In a paper, they say that: Since $\textrm{Im}(M^\top) \subseteq \textrm{Im}[A^\top \quad B^\top]$, then
$$ M \bigg(-I + \begin{bmatrix} A\\ B \end{bmatrix}^\top \bigg( \begin{bmatrix} A\\ B \end{bmatrix} \begin{bmatrix} A\\ B \end{bmatrix}^\top \bigg)^\dagger \begin{bmatrix} A\\ B \end{bmatrix} \bigg) M^\top=0$$
I would like to kindly ask the following.
How can I understand the image of a matrix is a subset of the image of another matrix as the assumption here.
How can I prove the equality above.
Let $U = \begin{bmatrix} A^\top & B^\top \end{bmatrix}$. Then the claim becomes "$\text{Im}(M^\top) \subseteq \text{Im}(U)$ implies $M(-I + U(U^\top U)^\dagger U^\top)M^\top = 0$."
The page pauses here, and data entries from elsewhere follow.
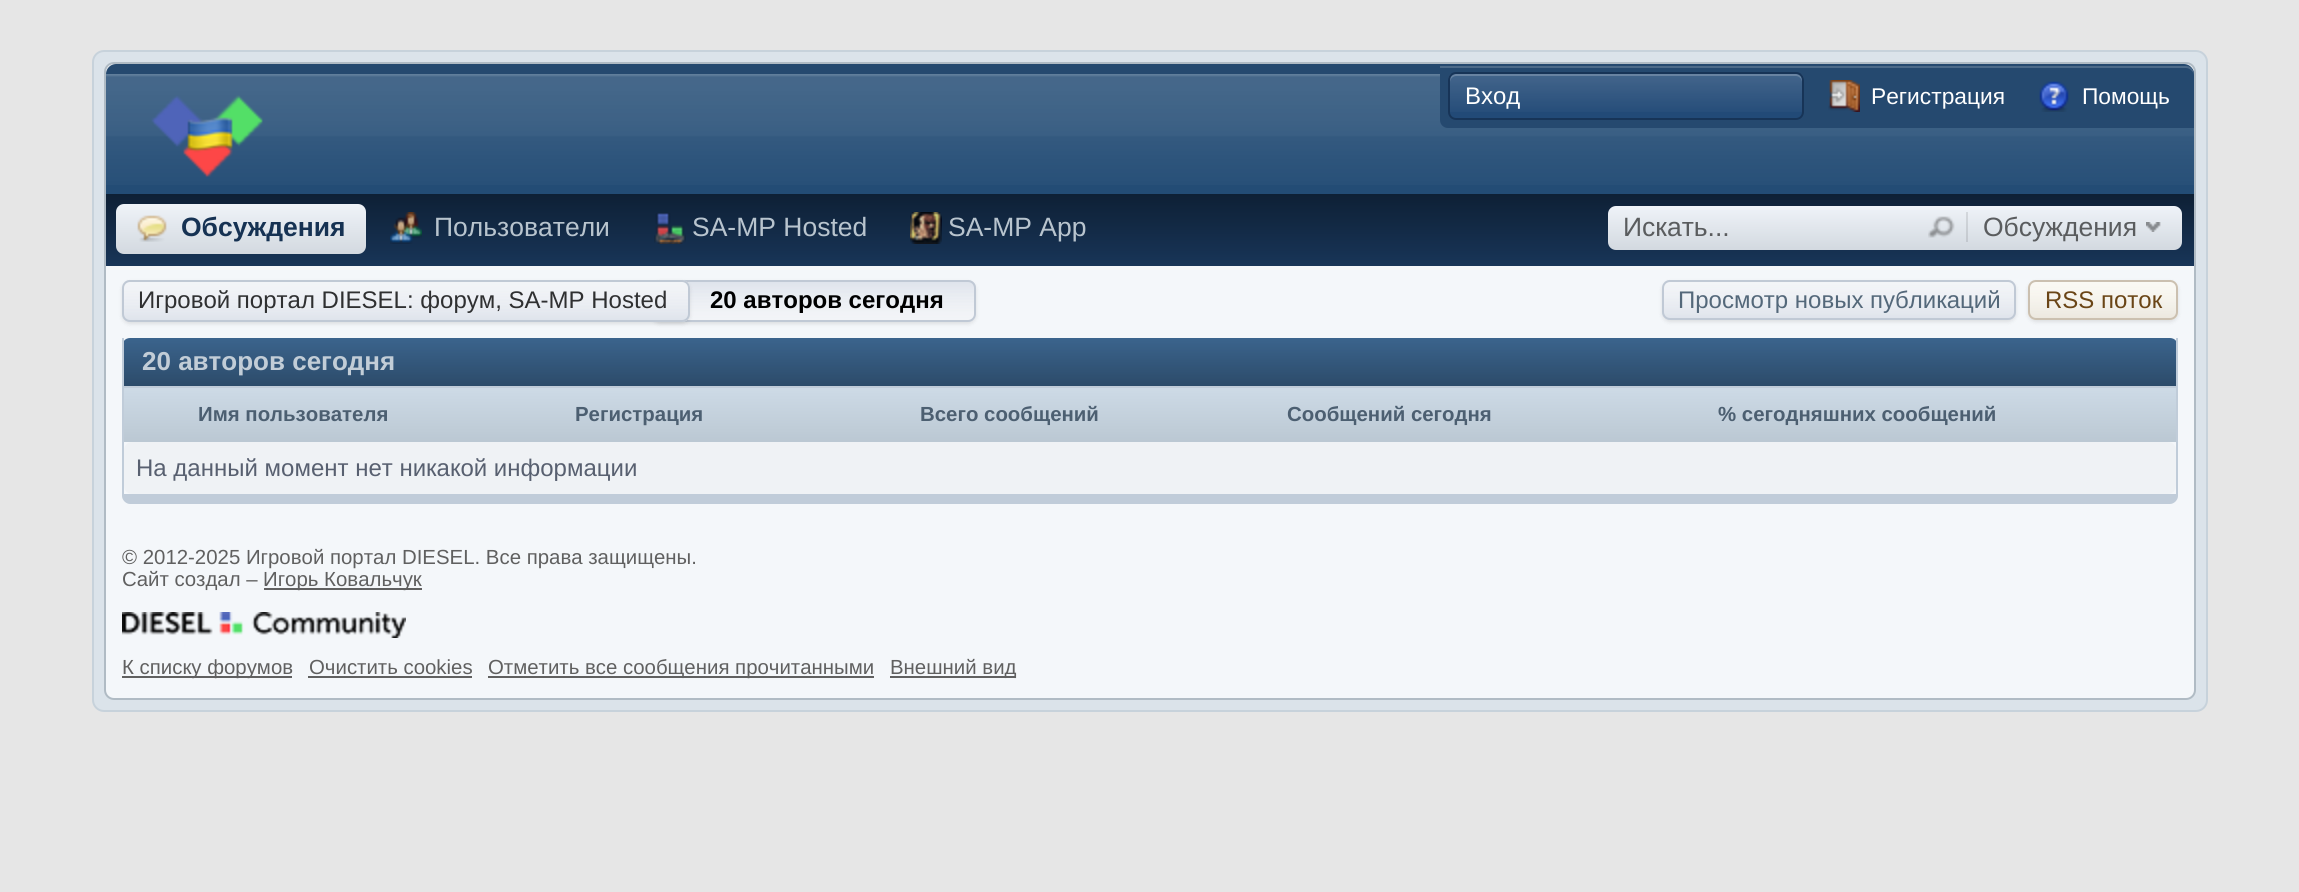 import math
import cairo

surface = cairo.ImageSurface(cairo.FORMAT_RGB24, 2299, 892)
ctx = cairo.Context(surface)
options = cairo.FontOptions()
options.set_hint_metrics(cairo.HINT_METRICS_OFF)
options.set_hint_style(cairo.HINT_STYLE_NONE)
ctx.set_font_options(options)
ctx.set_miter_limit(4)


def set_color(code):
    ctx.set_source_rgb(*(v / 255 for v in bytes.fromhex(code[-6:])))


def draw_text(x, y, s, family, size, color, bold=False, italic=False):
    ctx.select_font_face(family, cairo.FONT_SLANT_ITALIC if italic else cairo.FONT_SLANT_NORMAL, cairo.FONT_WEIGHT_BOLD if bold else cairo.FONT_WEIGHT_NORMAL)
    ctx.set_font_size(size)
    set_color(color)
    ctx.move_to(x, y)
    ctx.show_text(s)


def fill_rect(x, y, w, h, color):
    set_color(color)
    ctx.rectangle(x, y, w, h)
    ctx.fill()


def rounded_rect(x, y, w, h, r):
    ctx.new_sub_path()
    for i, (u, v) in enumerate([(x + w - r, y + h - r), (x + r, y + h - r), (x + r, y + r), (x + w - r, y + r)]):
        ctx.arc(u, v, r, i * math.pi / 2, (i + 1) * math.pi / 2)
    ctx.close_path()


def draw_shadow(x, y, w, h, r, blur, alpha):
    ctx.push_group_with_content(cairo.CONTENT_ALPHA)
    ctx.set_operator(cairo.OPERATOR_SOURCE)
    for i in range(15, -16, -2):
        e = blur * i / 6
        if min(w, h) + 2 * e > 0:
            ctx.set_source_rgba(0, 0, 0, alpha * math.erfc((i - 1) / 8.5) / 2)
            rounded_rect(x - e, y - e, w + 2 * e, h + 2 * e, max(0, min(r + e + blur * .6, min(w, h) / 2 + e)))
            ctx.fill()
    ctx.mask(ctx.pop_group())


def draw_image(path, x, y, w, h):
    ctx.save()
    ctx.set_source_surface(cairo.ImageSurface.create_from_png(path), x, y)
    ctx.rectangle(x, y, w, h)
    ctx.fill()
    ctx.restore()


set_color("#e6e6e6")
ctx.paint()
set_color("#dbe3ea")
rounded_rect(93, 51, 2114, 660, 11)
ctx.fill_preserve()
set_color("#c7d2db")
ctx.stroke()
set_color("#f4f7fa")
rounded_rect(105, 63, 2090, 636, 9)
ctx.fill_preserve()
set_color("#b0bbc4")
ctx.stroke()
set_color("#25496f")
ctx.new_path()
ctx.move_to(116, 64)
ctx.line_to(2184, 64)
ctx.curve_to(2189.5, 64, 2194, 68.5, 2194, 74)
ctx.line_to(106, 74)
ctx.curve_to(106, 68.5, 110.5, 64, 116, 64)
ctx.close_path()
ctx.fill()
fill_rect(106, 74, 2088, 120, "#234c75")
draw_image("assets/img1.png", 106, 74, 2088, 111)
draw_image("assets/img2.png", 151, 95, 112, 83)
set_color("#25496f")
ctx.new_path()
ctx.move_to(1440, 66)
ctx.line_to(2186, 66)
ctx.curve_to(2190.5, 66, 2194, 69.5, 2194, 74)
ctx.line_to(2194, 128)
ctx.line_to(1448, 128)
ctx.curve_to(1443.5, 128, 1440, 124.5, 1440, 120)
ctx.close_path()
ctx.fill()
ctx.set_source_rgba(1, 1, 1, 0.18)
ctx.new_path()
ctx.move_to(1440, 68)
ctx.line_to(2186, 68)
ctx.curve_to(2190, 68, 2194, 72, 2194, 76)
ctx.curve_to(2194, 71, 2192, 66, 2186, 66)
ctx.line_to(1440, 66)
ctx.close_path()
ctx.fill()
set_color("#224a77")
rounded_rect(1448, 72, 356, 48, 8)
ctx.fill()
ctx.save()
rounded_rect(1448, 72, 356, 48, 8)
ctx.clip()
gradient = cairo.LinearGradient(1450, 74, 1450, 118)
gradient.add_color_stop_rgba(0, 1, 1, 1, 0.15)
gradient.add_color_stop_rgba(1, 1, 1, 1, 0)
ctx.set_source(gradient)
ctx.rectangle(1448, 74, 356, 38)
ctx.fill()
ctx.restore()
ctx.set_source_rgba(1, 1, 1, 0.2)
ctx.new_path()
ctx.move_to(1456, 76)
ctx.line_to(1796, 76)
ctx.curve_to(1799, 76, 1802, 79, 1802, 82)
ctx.line_to(1802, 80)
ctx.curve_to(1802, 77, 1799, 74, 1796, 74)
ctx.line_to(1456, 74)
ctx.curve_to(1453, 74, 1450, 77, 1450, 80)
ctx.line_to(1450, 82)
ctx.curve_to(1450, 79, 1453, 76, 1456, 76)
ctx.close_path()
ctx.fill()
rounded_rect(1449, 73, 354, 46, 7)
set_color("#173457")
ctx.stroke()
draw_text(1465, 104, "Вход", "Liberation Sans", 24, "#ffffff")
draw_image("assets/img3.png", 1828, 80, 32, 32)
draw_text(1871, 104, "Регистрация", "Liberation Sans", 22.75, "#ffffff")
draw_image("assets/img4.png", 2039, 81, 30, 31)
draw_text(2082, 104, "Помощь", "Liberation Sans", 22.75, "#ffffff")
gradient = cairo.LinearGradient(106, 194, 106, 266)
gradient.add_color_stop_rgba(0, 0.055, 0.125, 0.208, 1)
gradient.add_color_stop_rgba(1, 0.094, 0.208, 0.345, 1)
ctx.set_source(gradient)
ctx.rectangle(106, 194, 2088, 72)
ctx.fill()
gradient = cairo.LinearGradient(116, 204, 116, 254)
gradient.add_color_stop_rgba(0, 0.937, 0.953, 0.973, 1)
gradient.add_color_stop_rgba(1, 0.827, 0.851, 0.878, 1)
ctx.set_source(gradient)
rounded_rect(116, 204, 250, 50, 8)
ctx.fill()
draw_image("assets/img5.png", 137, 215, 30, 27)
draw_text(181, 236, "Обсуждения", "Liberation Sans", 26.5, "#163253", bold=True)
draw_image("assets/img6.png", 390, 212, 32, 32)
draw_text(434, 236, "Пользователи", "Liberation Sans", 26.5, "#b8c4ce")
draw_image("assets/img7.png", 654, 213, 32, 31)
draw_text(692, 236, "SA-MP Hosted", "Liberation Sans", 26.5, "#b8c4ce")
draw_image("assets/img8.png", 910, 212, 32, 32)
draw_text(948, 236, "SA-MP App", "Liberation Sans", 26.5, "#b8c4ce")
gradient = cairo.LinearGradient(1608, 206, 1608, 250)
gradient.add_color_stop_rgba(0, 0.937, 0.953, 0.973, 1)
gradient.add_color_stop_rgba(1, 0.827, 0.851, 0.878, 1)
ctx.set_source(gradient)
rounded_rect(1608, 206, 574, 44, 8)
ctx.fill()
gradient = cairo.LinearGradient(1608, 206, 1608, 250)
gradient.add_color_stop_rgba(0, 0.843, 0.859, 0.875, 1)
gradient.add_color_stop_rgba(1, 0.745, 0.765, 0.792, 1)
ctx.set_source(gradient)
ctx.rectangle(1966, 212, 2, 30)
ctx.fill()
draw_image("assets/img9.png", 1928, 216, 27, 22)
draw_text(1623, 236, "Искать...", "Liberation Sans", 26.5, "#5a5c5e")
draw_image("assets/img10.png", 2146, 222, 15, 10)
draw_text(1983, 236, "Обсуждения", "Liberation Sans", 26.5, "#5a5c5e")
set_color("#000000")
draw_shadow(652, 282, 324, 42, 8, 2, 0.1)
set_color("#dfe4ec")
rounded_rect(652, 280, 324, 42, 8)
ctx.fill()
ctx.save()
rounded_rect(652, 280, 324, 42, 8)
ctx.clip()
gradient = cairo.LinearGradient(654, 282, 654, 320)
gradient.add_color_stop_rgba(0, 0.875, 0.894, 0.925, 1)
gradient.add_color_stop_rgba(1, 1, 1, 1, 0.6)
ctx.set_source(gradient)
ctx.rectangle(687, 282, 289, 38)
ctx.fill()
ctx.restore()
rounded_rect(653, 281, 322, 40, 7)
set_color("#c0c9d5")
ctx.stroke()
set_color("#000000")
draw_shadow(122, 282, 568, 42, 8, 2, 0.1)
set_color("#dfe4ec")
rounded_rect(122, 280, 568, 42, 8)
ctx.fill()
ctx.save()
rounded_rect(122, 280, 568, 42, 8)
ctx.clip()
gradient = cairo.LinearGradient(124, 282, 124, 320)
gradient.add_color_stop_rgba(0, 1, 1, 1, 0.6)
gradient.add_color_stop_rgba(1, 0.875, 0.894, 0.925, 1)
ctx.set_source(gradient)
ctx.rectangle(122, 282, 568, 38)
ctx.fill()
ctx.restore()
rounded_rect(123, 281, 566, 40, 7)
set_color("#c0c9d5")
ctx.stroke()
draw_text(138, 308, "Игровой портал DIESEL: форум, SA-MP Hosted", "Liberation Sans", 24, "#2f3031")
draw_text(710, 308, "20 авторов сегодня", "Liberation Sans", 24, "#000000", bold=True)
set_color("#000000")
draw_shadow(1662, 282, 354, 40, 8, 2, 0.1)
set_color("#dfe4ec")
rounded_rect(1662, 280, 354, 40, 8)
ctx.fill()
ctx.save()
rounded_rect(1662, 280, 354, 40, 8)
ctx.clip()
gradient = cairo.LinearGradient(1664, 282, 1664, 318)
gradient.add_color_stop_rgba(0, 1, 1, 1, 0.6)
gradient.add_color_stop_rgba(1, 0.875, 0.894, 0.925, 1)
ctx.set_source(gradient)
ctx.rectangle(1662, 282, 354, 36)
ctx.fill()
ctx.restore()
rounded_rect(1663, 281, 352, 38, 7)
set_color("#c0c9d5")
ctx.stroke()
draw_text(1678, 308, "Просмотр новых публикаций", "Liberation Sans", 24, "#54687a")
set_color("#000000")
draw_shadow(2028, 282, 150, 40, 8, 2, 0.1)
set_color("#f3f0e2")
rounded_rect(2028, 280, 150, 40, 8)
ctx.fill()
ctx.save()
rounded_rect(2028, 280, 150, 40, 8)
ctx.clip()
gradient = cairo.LinearGradient(2030, 282, 2030, 318)
gradient.add_color_stop_rgba(0, 1, 1, 1, 0.6)
gradient.add_color_stop_rgba(1, 0.925, 0.91, 0.875, 1)
ctx.set_source(gradient)
ctx.rectangle(2028, 282, 150, 36)
ctx.fill()
ctx.restore()
rounded_rect(2029, 281, 148, 38, 7)
set_color("#cbc0b0")
ctx.stroke()
draw_text(2045, 308, "RSS поток", "Liberation Sans", 24, "#6a4516")
set_color("#c0ccd9")
ctx.set_fill_rule(cairo.FILL_RULE_EVEN_ODD)
ctx.new_path()
ctx.move_to(122, 338)
ctx.line_to(2178, 338)
ctx.line_to(2178, 496)
ctx.curve_to(2178, 500, 2174, 504, 2170, 504)
ctx.line_to(130, 504)
ctx.curve_to(126, 504, 122, 500, 122, 496)
ctx.close_path()
ctx.move_to(124, 338)
ctx.line_to(2176, 338)
ctx.line_to(2176, 494)
ctx.line_to(124, 494)
ctx.close_path()
ctx.fill()
set_color("#3b648d")
ctx.set_fill_rule(cairo.FILL_RULE_WINDING)
ctx.new_path()
ctx.move_to(130, 338)
ctx.curve_to(128, 338, 125, 339, 124, 341)
ctx.line_to(124, 386)
ctx.line_to(2176, 386)
ctx.line_to(2176, 341)
ctx.curve_to(2175, 339, 2172, 338, 2170, 338)
ctx.close_path()
ctx.fill()
gradient = cairo.LinearGradient(122, 338, 122, 386)
gradient.add_color_stop_rgba(0, 0, 0, 0, 0)
gradient.add_color_stop_rgba(1, 0, 0, 0, 0.25)
ctx.set_source(gradient)
ctx.new_path()
ctx.move_to(130, 338)
ctx.curve_to(128, 338, 125, 339, 124, 341)
ctx.line_to(124, 386)
ctx.line_to(2176, 386)
ctx.line_to(2176, 341)
ctx.curve_to(2175, 339, 2172, 338, 2170, 338)
ctx.close_path()
ctx.fill()
draw_text(142, 370, "20 авторов сегодня", "Liberation Sans", 26, "#c2cdd7", bold=True)
gradient = cairo.LinearGradient(124, 386, 124, 442)
gradient.add_color_stop_rgba(0, 0.808, 0.859, 0.906, 1)
gradient.add_color_stop_rgba(1, 0.733, 0.784, 0.827, 1)
ctx.set_source(gradient)
ctx.rectangle(124, 388, 2052, 54)
ctx.fill()
fill_rect(124, 386, 2052, 2, "#c0ccd9")
draw_text(198, 421, "Имя пользователя", "Liberation Sans", 20.4, "#4c5f71", bold=True)
draw_text(575, 421, "Регистрация", "Liberation Sans", 20.4, "#4c5f71", bold=True)
draw_text(920, 421, "Всего сообщений", "Liberation Sans", 20.4, "#4c5f71", bold=True)
draw_text(1287, 421, "Сообщений сегодня", "Liberation Sans", 20.4, "#4c5f71", bold=True)
draw_text(1718, 421, "% сегодняшних сообщений", "Liberation Sans", 20.4, "#4c5f71", bold=True)
set_color("#eff2f5")
rounded_rect(124, 442, 2052, 52, 8)
ctx.fill()
draw_text(136, 476, "На данный момент нет никакой информации", "Liberation Sans", 24, "#586070")
draw_text(122, 564, "© 2012-2025 Игровой портал DIESEL. Все права защищены.", "Liberation Sans", 20.4, "#606060")
draw_text(122, 586, "Сайт создал –", "Liberation Sans", 20.4, "#606060")
fill_rect(264, 588, 158, 2, "#606060")
draw_text(263, 586, "Игорь Ковальчук", "Liberation Sans", 20.4, "#606060")
draw_image("assets/img11.png", 122, 612, 284, 26)
fill_rect(122, 676, 170, 2, "#606060")
draw_text(122, 674, "К списку форумов", "Liberation Sans", 20.4, "#606060")
draw_text(309, 674, "Очистить cookies", "Liberation Sans", 20.4, "#606060")
fill_rect(308, 676, 164, 2, "#606060")
fill_rect(488, 676, 386, 2, "#606060")
draw_text(488, 674, "Отметить все сообщения прочитанными", "Liberation Sans", 20.4, "#606060")
fill_rect(890, 676, 126, 2, "#606060")
draw_text(890, 674, "Внешний вид", "Liberation Sans", 20.4, "#606060")
surface.write_to_png("output.png")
"$\text{Im}(M^\top) \subseteq \text{Im}(U)$" means that each column of $M^\top$ can be written as a linear combination of columns of $U$. In particular, this implies the existence of a matrix $V$ such that $M^\top = UV$. So, the equation can be rewritten as $$V^\top U^\top (-I + U(U^\top U)^\dagger U^\top) UV = 0$$ $$V^\top (-U^\top U + U^\top U(U^\top U)^\dagger U^\top U) V = 0$$
The middle term above is zero, since a property of the Moore-Penrose inverse is that $(U^\top U)(U^\top U)^\dagger U^\top U = U^\top U$.